__EXERCISE DETAILS__:
Where a line of the following data contains the string "Answer", include it in the tally. Report the total alone.

__RECORDS FOR THE EXERCISE__:
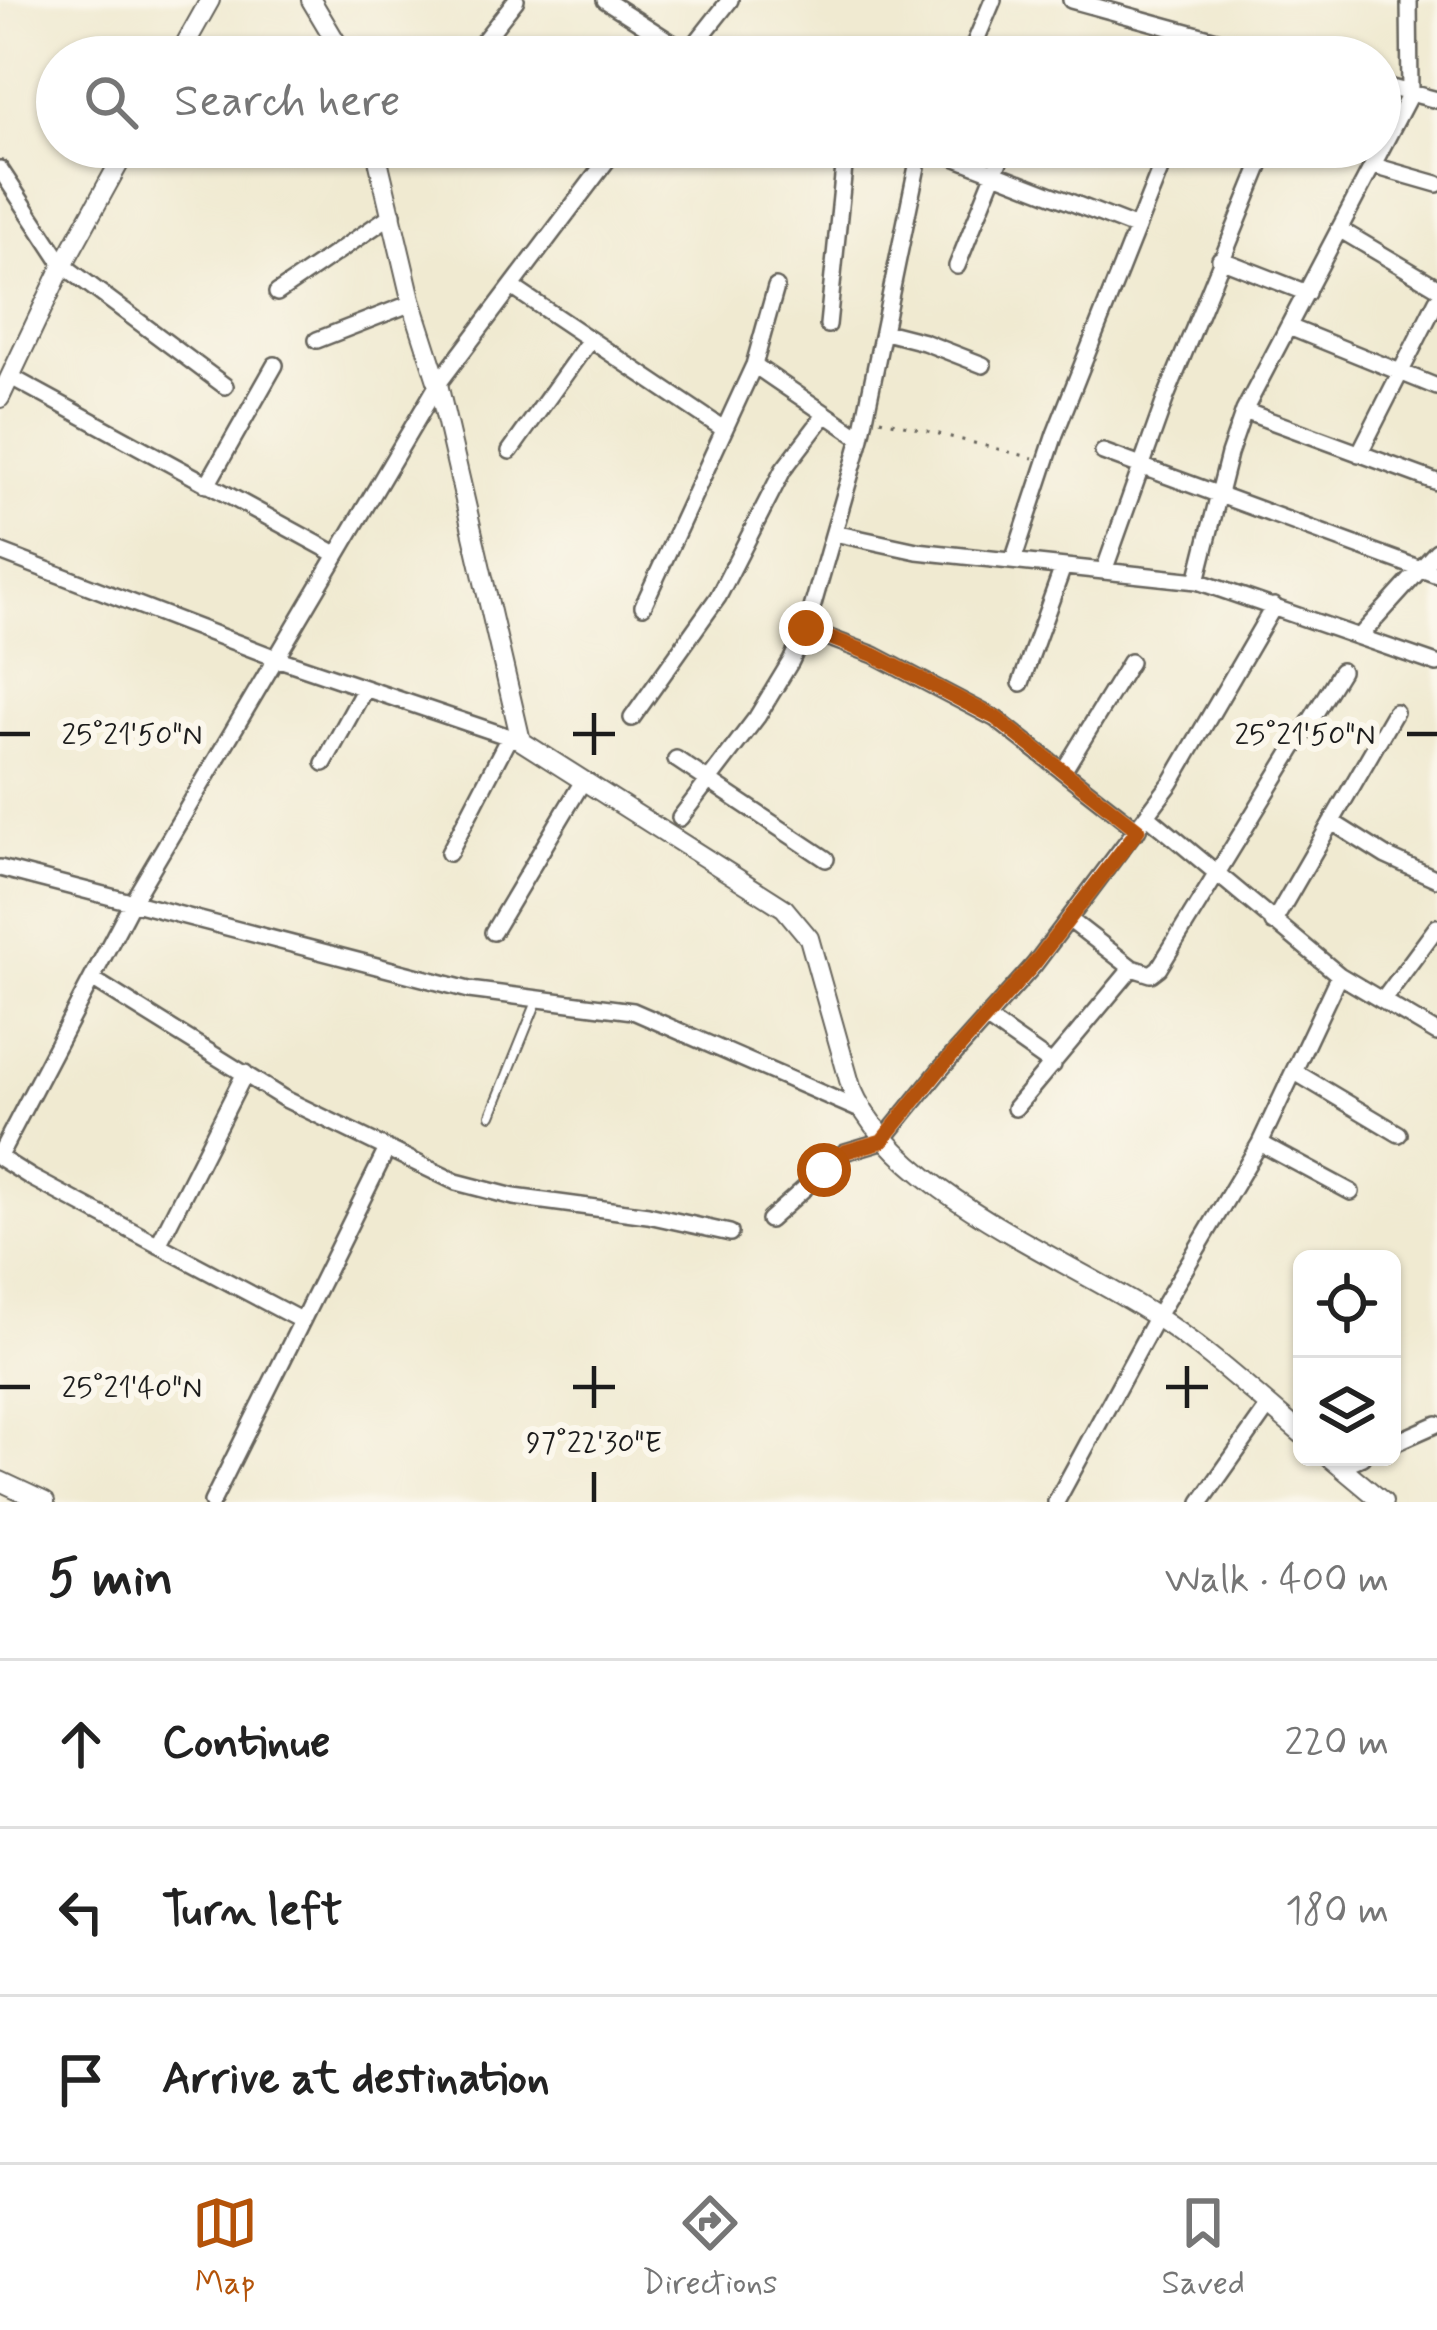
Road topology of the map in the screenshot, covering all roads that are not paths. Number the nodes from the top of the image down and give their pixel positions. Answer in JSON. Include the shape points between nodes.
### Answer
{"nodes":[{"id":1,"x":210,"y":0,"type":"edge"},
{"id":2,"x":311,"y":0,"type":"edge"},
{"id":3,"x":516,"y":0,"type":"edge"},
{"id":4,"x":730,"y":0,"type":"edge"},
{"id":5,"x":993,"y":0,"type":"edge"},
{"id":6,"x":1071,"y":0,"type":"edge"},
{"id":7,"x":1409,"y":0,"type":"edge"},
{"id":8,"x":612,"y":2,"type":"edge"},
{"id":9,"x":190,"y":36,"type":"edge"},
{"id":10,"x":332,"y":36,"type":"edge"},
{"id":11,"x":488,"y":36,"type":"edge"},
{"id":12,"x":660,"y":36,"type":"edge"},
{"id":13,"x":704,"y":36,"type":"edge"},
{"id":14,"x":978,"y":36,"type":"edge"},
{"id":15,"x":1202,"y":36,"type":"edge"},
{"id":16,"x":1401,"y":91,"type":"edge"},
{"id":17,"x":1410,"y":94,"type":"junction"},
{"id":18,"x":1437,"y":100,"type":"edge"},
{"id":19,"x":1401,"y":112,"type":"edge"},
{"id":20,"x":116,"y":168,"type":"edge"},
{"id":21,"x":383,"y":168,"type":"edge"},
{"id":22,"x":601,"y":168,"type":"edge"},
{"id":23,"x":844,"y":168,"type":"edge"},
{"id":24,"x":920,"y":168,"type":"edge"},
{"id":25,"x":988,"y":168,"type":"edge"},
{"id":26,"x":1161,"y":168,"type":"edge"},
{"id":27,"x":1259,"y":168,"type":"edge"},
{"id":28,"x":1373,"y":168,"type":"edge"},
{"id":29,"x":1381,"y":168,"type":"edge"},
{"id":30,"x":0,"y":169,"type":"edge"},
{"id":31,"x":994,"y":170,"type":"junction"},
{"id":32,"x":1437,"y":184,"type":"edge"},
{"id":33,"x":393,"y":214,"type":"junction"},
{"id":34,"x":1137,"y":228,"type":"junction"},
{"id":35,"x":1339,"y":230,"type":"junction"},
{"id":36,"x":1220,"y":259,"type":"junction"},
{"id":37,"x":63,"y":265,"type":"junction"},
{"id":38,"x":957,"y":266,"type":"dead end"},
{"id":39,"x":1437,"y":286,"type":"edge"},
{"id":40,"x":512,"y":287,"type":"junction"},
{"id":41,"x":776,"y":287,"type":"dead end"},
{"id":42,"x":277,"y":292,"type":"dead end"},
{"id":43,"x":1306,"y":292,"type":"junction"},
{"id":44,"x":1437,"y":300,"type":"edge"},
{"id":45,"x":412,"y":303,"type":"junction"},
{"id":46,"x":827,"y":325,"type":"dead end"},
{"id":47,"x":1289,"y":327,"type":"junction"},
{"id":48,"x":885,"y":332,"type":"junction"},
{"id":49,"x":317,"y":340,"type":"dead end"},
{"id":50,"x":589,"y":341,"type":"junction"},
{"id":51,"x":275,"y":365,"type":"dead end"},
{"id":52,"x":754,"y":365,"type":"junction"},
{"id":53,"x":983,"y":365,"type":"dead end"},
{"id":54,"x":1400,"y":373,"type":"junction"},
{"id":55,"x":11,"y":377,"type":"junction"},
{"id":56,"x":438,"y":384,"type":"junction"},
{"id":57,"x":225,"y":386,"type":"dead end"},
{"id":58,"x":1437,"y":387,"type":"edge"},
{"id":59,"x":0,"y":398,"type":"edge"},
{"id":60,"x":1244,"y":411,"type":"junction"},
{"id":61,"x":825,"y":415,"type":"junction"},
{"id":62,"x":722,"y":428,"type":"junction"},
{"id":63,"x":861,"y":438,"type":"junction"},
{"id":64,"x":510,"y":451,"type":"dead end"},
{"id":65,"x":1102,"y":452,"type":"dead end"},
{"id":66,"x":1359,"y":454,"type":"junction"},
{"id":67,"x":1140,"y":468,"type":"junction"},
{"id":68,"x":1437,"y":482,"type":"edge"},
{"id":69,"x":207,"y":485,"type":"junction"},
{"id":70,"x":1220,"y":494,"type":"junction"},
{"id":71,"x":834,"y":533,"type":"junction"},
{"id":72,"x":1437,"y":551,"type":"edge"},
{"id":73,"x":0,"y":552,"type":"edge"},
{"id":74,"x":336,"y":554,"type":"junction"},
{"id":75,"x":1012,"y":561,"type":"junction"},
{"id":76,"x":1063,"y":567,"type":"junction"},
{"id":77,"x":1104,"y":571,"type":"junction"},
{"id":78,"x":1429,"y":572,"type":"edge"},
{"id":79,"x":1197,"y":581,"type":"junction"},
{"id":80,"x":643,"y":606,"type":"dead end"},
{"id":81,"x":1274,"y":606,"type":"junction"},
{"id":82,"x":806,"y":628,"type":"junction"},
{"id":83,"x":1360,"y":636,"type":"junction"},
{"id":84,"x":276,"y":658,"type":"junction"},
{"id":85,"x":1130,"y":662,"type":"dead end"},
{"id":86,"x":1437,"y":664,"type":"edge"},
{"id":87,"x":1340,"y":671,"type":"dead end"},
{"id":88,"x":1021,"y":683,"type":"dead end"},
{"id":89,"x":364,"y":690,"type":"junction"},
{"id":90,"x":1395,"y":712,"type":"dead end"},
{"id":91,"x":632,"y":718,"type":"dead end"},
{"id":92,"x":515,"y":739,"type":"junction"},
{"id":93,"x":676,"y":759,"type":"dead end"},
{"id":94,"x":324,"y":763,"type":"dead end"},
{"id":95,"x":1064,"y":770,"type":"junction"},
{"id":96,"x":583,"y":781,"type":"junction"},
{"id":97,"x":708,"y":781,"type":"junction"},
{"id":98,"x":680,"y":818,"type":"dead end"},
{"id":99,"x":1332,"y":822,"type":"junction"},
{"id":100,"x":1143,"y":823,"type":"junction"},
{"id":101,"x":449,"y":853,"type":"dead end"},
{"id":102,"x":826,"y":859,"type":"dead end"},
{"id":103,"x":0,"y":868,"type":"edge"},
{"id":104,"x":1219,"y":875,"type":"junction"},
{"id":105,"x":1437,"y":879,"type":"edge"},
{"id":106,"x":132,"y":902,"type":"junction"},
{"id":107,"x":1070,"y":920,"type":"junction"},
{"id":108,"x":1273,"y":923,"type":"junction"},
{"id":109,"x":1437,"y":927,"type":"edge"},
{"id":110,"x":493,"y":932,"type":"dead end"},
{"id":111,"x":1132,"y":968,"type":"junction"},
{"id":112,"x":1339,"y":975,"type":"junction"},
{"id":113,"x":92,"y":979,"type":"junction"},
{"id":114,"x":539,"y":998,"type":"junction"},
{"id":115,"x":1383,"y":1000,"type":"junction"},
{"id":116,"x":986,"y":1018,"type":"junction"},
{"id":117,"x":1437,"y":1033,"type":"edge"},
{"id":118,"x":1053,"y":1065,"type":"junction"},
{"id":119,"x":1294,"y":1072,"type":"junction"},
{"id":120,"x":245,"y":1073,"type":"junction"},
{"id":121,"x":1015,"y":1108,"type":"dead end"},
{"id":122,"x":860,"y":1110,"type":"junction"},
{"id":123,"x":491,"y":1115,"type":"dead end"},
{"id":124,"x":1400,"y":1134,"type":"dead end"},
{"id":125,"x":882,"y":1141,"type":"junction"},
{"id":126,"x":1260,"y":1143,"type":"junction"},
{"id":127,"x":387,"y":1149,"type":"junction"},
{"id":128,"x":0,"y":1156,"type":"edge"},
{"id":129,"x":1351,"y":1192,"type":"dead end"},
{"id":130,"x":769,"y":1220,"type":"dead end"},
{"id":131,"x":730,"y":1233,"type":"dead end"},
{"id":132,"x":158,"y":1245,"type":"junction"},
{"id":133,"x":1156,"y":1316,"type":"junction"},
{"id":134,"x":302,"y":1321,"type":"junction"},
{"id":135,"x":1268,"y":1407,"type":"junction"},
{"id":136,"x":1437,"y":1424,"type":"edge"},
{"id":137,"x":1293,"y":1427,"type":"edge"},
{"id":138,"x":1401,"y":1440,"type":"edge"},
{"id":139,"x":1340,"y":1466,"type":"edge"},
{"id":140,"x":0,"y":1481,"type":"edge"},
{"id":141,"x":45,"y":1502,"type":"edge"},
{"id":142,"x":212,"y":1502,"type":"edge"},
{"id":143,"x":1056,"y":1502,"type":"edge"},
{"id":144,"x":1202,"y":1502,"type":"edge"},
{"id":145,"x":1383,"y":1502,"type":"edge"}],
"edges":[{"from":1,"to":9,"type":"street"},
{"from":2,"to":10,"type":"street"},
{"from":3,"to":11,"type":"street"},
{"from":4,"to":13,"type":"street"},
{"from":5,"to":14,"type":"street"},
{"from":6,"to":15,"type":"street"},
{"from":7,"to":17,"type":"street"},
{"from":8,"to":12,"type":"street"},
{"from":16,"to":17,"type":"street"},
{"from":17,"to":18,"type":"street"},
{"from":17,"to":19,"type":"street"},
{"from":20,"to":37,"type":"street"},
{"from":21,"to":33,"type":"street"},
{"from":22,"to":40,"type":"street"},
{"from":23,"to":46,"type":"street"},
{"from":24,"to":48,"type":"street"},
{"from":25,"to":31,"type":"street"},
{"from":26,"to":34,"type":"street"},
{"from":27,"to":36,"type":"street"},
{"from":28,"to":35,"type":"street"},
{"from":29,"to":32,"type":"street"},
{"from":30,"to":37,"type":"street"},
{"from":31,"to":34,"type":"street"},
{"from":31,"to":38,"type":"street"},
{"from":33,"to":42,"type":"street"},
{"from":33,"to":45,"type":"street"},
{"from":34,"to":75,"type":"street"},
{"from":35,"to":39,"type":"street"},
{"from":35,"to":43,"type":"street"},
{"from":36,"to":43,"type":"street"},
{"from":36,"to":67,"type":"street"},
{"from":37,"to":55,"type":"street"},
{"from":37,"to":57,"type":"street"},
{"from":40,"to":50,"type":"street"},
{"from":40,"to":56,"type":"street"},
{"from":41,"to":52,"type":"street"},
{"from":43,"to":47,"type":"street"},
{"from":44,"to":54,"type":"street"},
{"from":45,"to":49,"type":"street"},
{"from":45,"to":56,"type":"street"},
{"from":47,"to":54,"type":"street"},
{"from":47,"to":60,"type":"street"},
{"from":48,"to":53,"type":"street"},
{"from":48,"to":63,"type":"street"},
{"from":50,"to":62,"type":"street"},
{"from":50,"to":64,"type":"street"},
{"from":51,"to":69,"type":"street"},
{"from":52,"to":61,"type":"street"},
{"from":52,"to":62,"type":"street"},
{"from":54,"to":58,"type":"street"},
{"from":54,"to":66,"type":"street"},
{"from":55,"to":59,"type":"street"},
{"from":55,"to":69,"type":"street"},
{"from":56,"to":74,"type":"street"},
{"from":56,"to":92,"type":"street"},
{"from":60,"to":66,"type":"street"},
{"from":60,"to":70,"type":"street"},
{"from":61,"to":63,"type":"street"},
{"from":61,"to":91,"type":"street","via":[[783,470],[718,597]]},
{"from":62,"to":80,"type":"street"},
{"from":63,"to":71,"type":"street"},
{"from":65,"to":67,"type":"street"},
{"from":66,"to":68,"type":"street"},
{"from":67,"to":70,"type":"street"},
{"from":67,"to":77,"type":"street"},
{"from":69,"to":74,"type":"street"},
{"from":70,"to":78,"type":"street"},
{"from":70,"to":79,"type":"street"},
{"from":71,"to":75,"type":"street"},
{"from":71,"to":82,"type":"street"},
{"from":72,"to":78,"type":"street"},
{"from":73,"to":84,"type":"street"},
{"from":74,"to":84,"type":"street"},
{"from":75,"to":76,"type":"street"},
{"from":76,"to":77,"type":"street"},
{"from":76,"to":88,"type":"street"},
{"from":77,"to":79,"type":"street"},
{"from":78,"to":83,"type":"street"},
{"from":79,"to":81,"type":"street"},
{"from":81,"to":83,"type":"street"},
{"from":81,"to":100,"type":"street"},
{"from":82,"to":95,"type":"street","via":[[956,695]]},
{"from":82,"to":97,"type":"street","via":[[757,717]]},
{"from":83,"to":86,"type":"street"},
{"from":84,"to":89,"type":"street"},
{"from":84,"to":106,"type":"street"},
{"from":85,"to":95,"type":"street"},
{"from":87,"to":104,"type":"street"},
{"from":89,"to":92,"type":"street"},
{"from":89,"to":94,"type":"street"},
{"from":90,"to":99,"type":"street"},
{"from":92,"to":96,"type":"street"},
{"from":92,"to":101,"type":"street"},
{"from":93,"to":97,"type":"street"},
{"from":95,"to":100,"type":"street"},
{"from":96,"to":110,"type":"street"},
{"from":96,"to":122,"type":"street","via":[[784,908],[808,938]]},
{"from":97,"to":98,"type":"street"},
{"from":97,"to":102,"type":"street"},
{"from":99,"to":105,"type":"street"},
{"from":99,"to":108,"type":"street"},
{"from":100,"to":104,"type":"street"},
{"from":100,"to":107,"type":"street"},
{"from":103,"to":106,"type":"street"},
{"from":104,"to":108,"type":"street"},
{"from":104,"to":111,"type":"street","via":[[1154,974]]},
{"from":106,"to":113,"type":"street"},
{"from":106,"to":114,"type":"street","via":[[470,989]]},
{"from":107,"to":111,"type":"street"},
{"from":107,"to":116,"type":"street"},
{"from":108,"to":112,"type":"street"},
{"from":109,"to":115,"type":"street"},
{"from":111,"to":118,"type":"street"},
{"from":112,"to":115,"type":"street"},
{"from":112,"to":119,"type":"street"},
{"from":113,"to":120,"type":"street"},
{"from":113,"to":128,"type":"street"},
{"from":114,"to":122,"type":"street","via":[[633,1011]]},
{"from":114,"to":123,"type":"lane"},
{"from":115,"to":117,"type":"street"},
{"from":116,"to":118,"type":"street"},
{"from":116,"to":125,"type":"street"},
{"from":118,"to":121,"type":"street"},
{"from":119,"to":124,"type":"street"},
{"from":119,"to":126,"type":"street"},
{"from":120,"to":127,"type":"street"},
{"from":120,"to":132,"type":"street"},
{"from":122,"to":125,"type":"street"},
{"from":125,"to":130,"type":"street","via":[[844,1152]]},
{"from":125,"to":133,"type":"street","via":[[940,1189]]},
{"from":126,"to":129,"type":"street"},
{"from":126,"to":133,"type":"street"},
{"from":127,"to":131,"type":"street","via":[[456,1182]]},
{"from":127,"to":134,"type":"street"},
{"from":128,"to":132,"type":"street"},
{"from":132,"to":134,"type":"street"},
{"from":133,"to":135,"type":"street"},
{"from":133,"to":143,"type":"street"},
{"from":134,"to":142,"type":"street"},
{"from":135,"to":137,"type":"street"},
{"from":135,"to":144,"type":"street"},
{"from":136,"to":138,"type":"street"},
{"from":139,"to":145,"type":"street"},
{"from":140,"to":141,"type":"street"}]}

__WRITTEN SOLUTION__:
2